------ Dataset ------
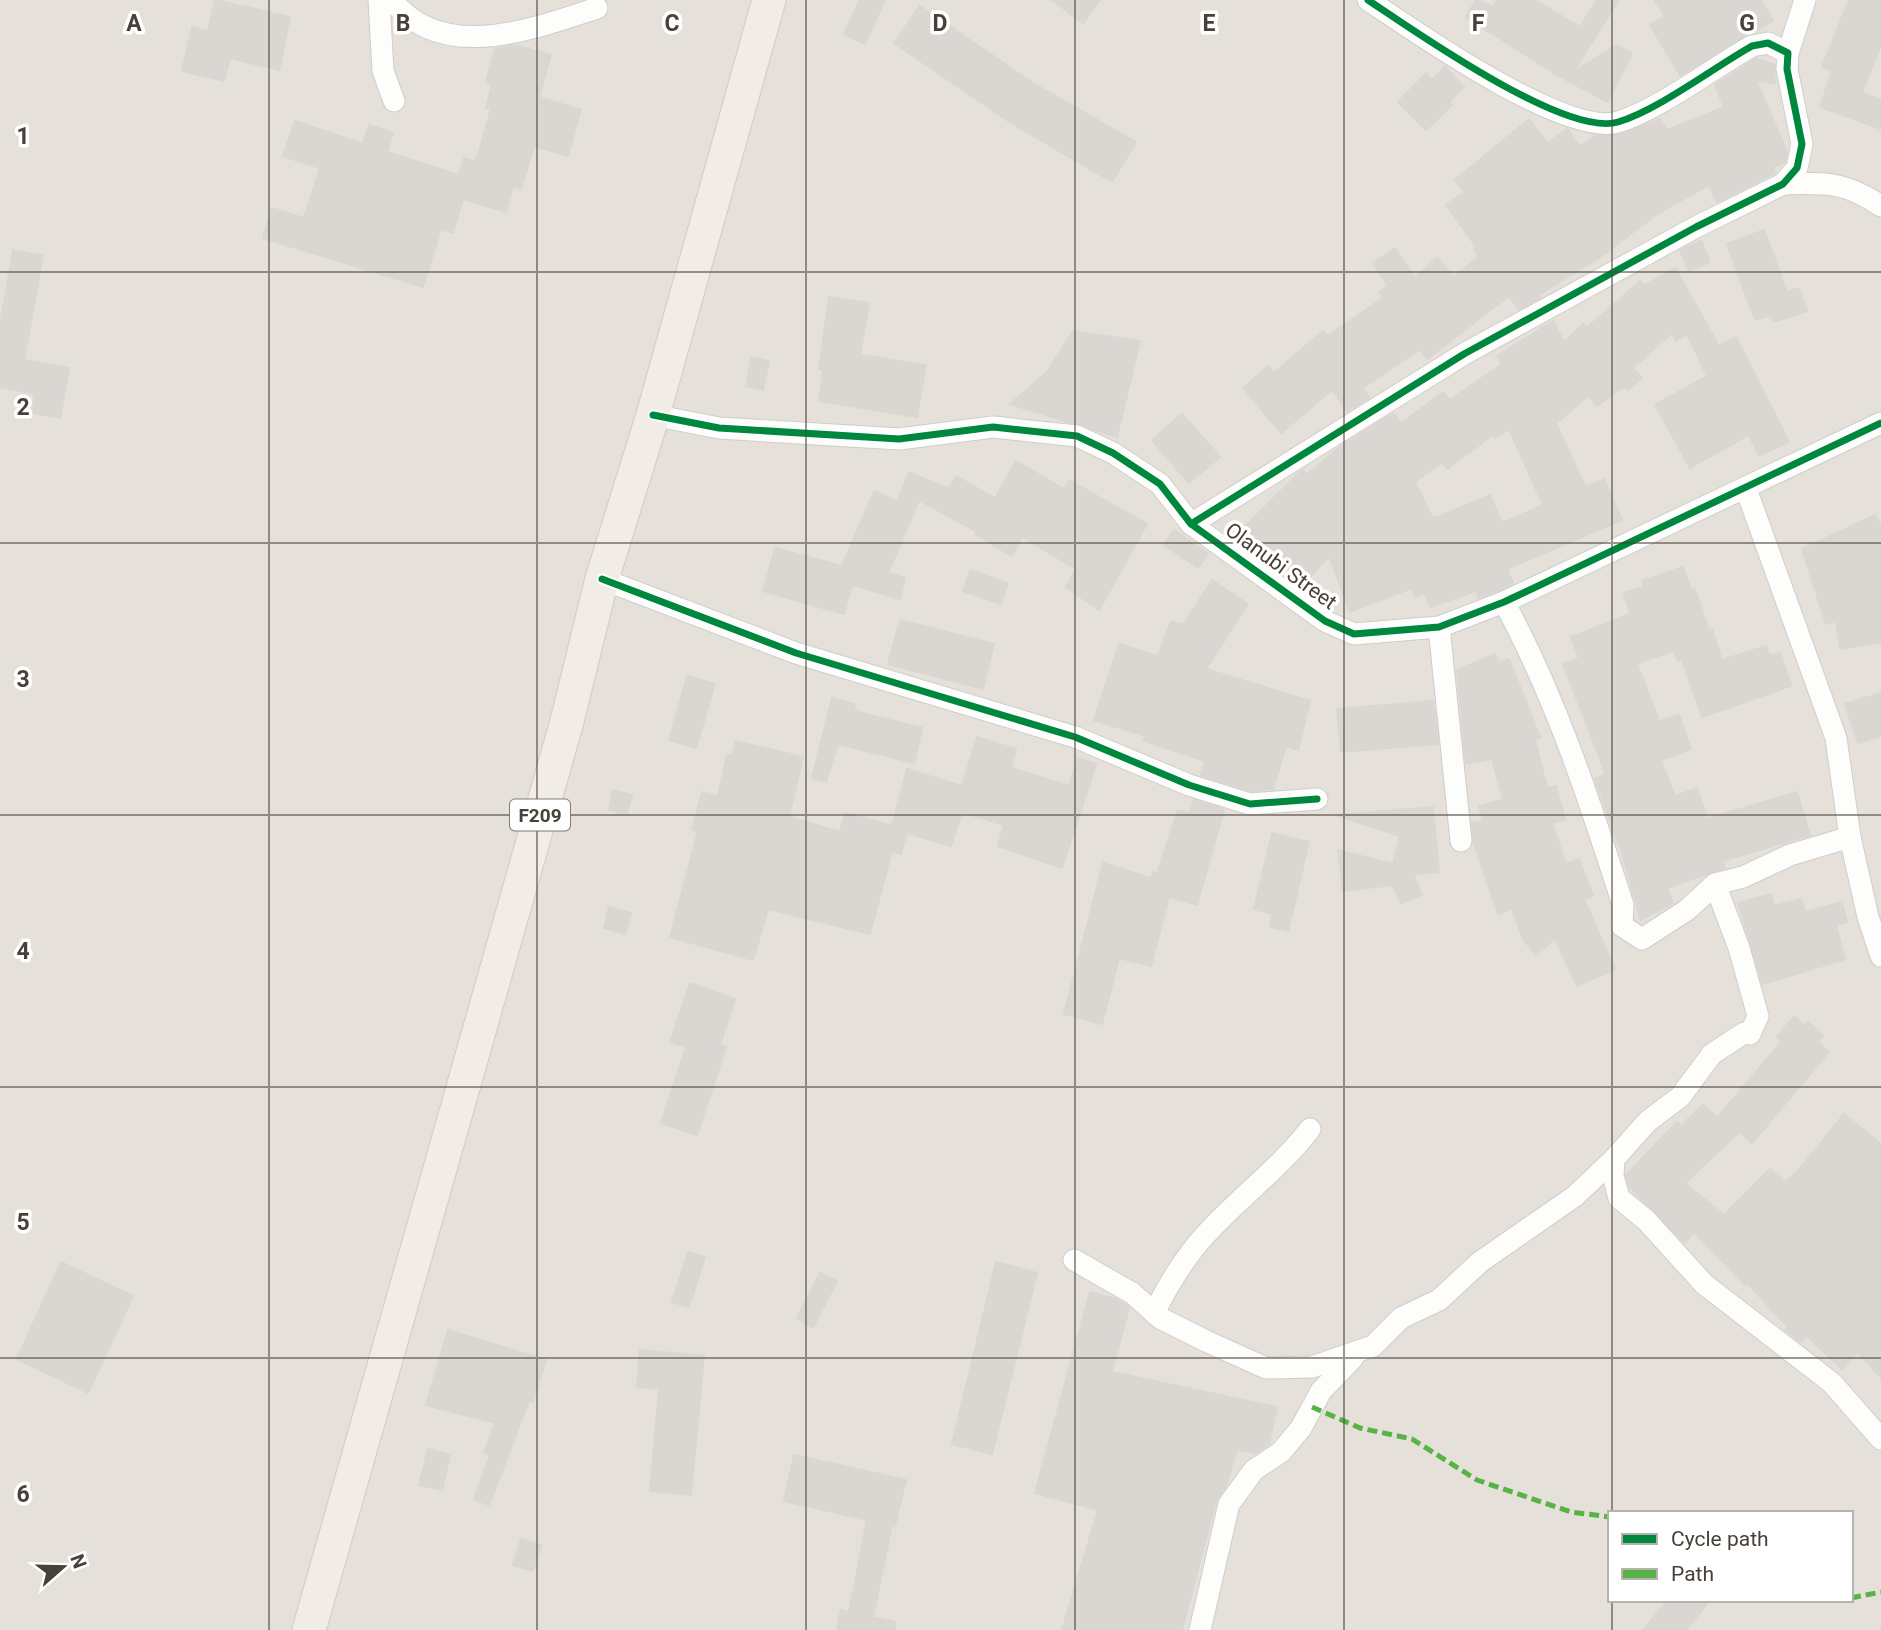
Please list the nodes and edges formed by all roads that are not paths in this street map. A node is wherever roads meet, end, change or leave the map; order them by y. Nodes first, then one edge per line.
------
------ Dataset ------
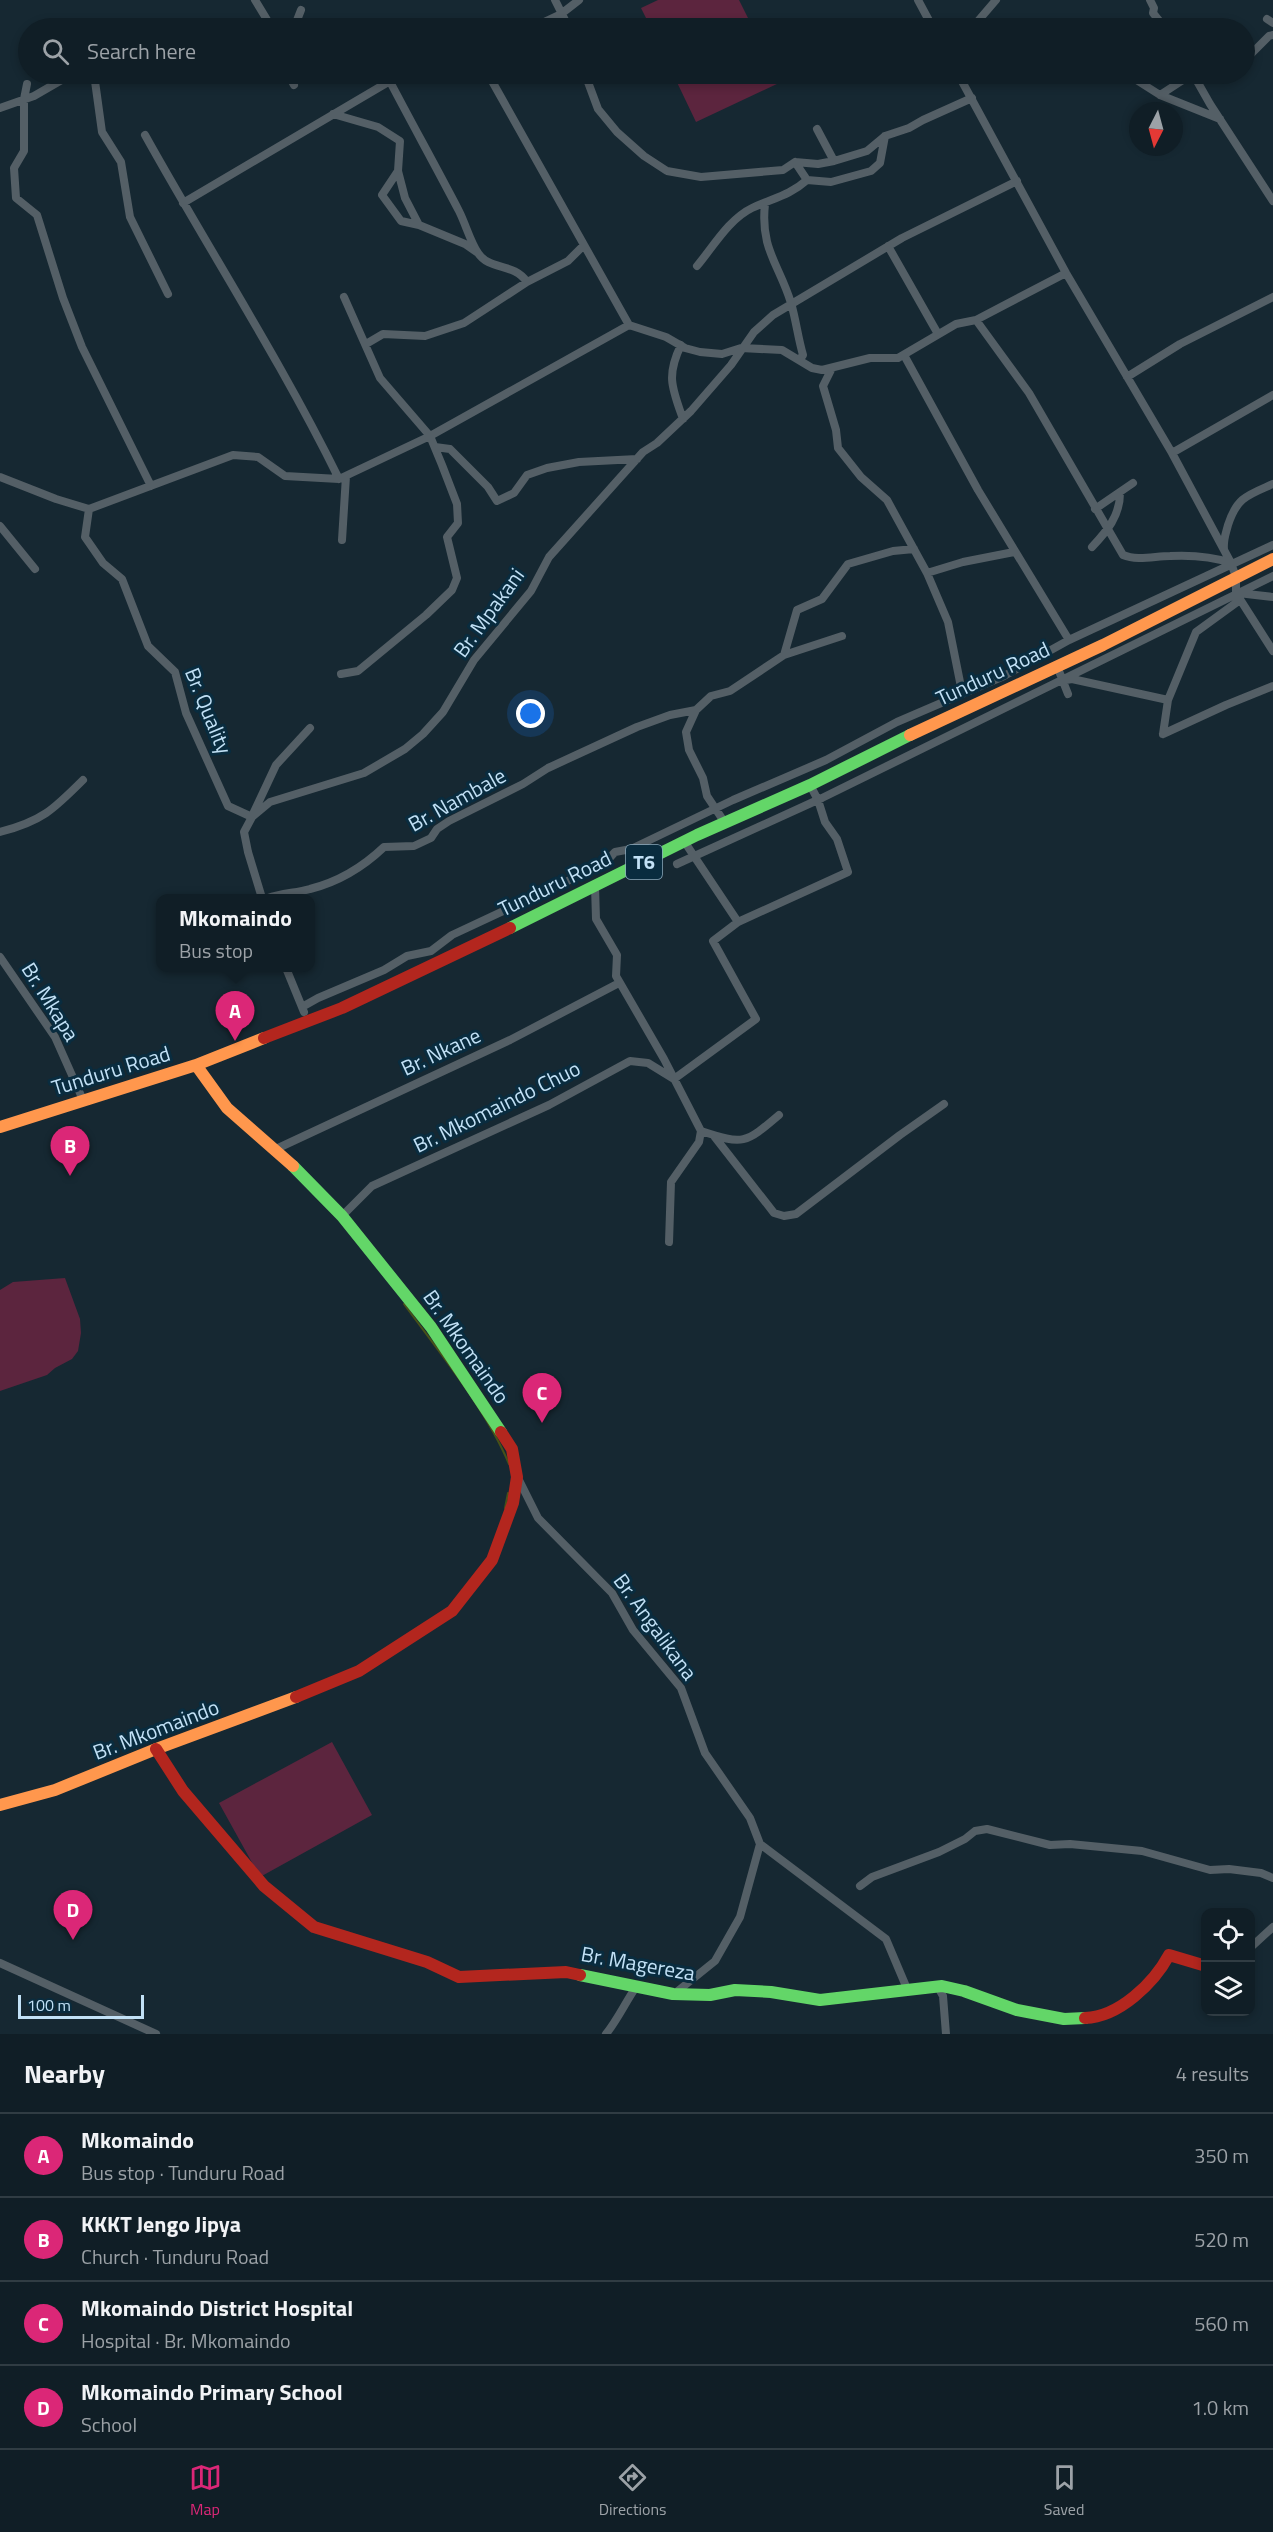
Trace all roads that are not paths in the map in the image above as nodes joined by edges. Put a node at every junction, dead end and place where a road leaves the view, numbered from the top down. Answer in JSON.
------
------ Dataset ------
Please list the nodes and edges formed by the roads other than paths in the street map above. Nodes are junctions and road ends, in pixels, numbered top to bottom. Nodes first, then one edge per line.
------
If a line in the records above has the word "street", copy it.

Please list the nodes and edges formed by all roads that are not paths in this street map. A node is wherever roads meet, end, change or leave the map; order them by y. Nodes first, then one edge per line.
Please list the nodes and edges formed by the roads other than paths in the street map above. Nodes are junctions and road ends, in pixels, numbered top to bottom. Nodes first, then one edge per line.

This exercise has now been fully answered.